Stored data:
————————

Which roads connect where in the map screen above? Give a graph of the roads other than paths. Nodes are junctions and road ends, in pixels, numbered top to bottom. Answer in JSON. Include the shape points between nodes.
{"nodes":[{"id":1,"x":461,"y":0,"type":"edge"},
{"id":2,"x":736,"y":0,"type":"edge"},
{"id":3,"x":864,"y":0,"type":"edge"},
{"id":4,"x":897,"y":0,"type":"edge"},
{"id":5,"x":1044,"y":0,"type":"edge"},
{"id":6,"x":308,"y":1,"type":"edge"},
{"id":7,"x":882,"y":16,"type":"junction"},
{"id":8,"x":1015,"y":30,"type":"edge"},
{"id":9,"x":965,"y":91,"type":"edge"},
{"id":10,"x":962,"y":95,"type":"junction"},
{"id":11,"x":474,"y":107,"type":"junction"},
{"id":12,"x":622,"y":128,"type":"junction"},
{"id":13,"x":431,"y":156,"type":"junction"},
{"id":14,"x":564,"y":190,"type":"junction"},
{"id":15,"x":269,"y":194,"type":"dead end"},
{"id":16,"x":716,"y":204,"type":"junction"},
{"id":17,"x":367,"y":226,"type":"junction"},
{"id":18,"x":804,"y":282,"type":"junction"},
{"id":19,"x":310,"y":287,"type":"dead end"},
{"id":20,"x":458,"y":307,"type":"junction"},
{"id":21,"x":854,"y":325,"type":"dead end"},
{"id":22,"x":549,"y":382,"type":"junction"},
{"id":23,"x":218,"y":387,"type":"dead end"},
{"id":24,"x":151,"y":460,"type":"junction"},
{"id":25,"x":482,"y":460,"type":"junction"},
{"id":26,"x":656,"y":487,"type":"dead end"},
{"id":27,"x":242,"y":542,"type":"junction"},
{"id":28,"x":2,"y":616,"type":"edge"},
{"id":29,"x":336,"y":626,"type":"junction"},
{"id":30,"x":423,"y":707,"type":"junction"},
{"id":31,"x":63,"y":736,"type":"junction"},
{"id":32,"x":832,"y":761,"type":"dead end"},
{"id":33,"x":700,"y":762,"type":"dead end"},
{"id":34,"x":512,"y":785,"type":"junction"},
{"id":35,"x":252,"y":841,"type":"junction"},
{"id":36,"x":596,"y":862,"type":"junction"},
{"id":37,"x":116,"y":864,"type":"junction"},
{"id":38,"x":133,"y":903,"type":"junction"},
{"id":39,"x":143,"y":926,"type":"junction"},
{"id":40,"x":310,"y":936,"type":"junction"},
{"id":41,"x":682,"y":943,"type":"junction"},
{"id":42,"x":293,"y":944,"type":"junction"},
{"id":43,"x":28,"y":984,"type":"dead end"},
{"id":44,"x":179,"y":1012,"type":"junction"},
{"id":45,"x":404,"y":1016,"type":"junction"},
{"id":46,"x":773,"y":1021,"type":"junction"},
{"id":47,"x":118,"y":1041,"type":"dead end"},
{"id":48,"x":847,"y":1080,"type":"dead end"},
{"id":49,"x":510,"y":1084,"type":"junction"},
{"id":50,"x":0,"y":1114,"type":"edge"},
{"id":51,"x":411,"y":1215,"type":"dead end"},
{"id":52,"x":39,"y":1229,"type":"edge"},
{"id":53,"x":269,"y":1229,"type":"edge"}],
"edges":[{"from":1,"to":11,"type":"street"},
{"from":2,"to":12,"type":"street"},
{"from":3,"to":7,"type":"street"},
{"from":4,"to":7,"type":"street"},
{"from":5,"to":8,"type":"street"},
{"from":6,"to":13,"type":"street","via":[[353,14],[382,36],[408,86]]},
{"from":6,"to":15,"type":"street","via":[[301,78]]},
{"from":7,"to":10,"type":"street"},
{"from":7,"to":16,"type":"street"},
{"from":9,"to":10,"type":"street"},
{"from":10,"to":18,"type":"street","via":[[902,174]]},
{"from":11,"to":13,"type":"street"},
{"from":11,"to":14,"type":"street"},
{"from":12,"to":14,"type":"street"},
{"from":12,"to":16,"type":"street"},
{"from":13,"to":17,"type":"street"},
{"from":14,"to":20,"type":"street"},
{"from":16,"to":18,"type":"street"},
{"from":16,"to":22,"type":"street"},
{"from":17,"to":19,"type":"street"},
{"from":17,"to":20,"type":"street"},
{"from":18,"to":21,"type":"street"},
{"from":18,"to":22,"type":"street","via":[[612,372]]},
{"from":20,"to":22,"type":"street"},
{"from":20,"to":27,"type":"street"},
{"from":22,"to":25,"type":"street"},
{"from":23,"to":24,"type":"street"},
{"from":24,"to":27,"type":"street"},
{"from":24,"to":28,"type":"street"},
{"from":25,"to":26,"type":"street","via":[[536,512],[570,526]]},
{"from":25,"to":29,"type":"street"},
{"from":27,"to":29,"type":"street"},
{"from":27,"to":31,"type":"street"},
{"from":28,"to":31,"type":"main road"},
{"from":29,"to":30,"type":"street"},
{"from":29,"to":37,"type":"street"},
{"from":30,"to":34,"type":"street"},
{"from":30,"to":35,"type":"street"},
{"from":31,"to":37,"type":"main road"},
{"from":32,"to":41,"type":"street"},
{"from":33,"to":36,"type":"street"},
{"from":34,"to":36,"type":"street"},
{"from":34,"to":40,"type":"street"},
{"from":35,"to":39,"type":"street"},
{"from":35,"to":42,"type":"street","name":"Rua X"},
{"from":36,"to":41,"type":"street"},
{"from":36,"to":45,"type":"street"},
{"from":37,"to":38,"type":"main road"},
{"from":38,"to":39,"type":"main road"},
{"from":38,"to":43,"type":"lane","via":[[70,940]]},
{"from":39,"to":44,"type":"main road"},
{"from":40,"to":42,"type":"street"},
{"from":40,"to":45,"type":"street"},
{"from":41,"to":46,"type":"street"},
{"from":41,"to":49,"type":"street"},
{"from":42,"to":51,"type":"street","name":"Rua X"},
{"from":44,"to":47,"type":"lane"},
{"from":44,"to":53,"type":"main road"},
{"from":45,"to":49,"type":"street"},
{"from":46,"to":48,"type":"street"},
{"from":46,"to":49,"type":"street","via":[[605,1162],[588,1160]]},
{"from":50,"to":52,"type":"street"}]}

————————

Task directions: All lines in the preceding records that hold the word "road" need to be copied.

Result below:
Which roads connect where in the map screen above? Give a graph of the roads other than paths. Nodes are junctions and road ends, in pixels, numbered top to bottom. Answer in JSON. Include the shape points between nodes.
{"from":28,"to":31,"type":"main road"},
{"from":31,"to":37,"type":"main road"},
{"from":37,"to":38,"type":"main road"},
{"from":38,"to":39,"type":"main road"},
{"from":39,"to":44,"type":"main road"},
{"from":44,"to":53,"type":"main road"},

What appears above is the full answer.